Write out exactly the lines running from the one that contains "middle pip: (350, 323)" through the end of the material.
.....
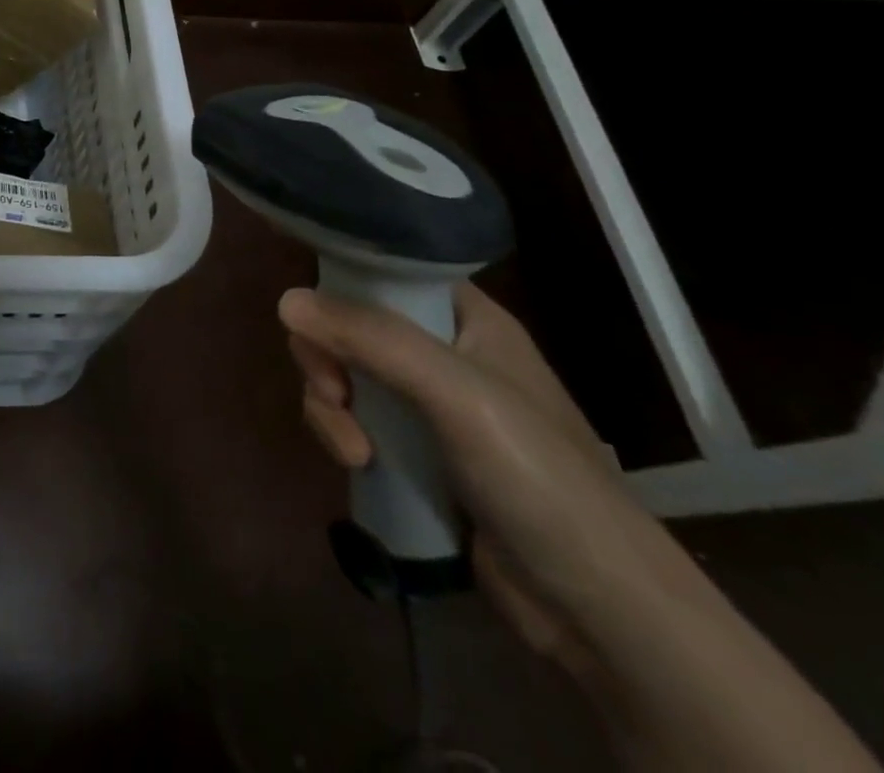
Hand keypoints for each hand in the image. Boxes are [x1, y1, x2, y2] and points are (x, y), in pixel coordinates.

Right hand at [280, 282, 657, 677]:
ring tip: (351, 448)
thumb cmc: (539, 478)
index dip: (342, 280)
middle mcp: (441, 353)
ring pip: (342, 373)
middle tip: (332, 391)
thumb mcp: (457, 395)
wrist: (598, 610)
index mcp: (467, 320)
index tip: (308, 309)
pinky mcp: (410, 453)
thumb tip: (285, 301)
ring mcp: (424, 405)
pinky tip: (356, 465)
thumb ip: (373, 340)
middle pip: (350, 323)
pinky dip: (340, 435)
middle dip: (326, 356)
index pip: (388, 272)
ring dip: (329, 404)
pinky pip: (350, 420)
.....
Answer to this task:
middle pip: (350, 323)
pinky dip: (340, 435)
middle dip: (326, 356)
index pip: (388, 272)
ring dip: (329, 404)
pinky pip: (350, 420)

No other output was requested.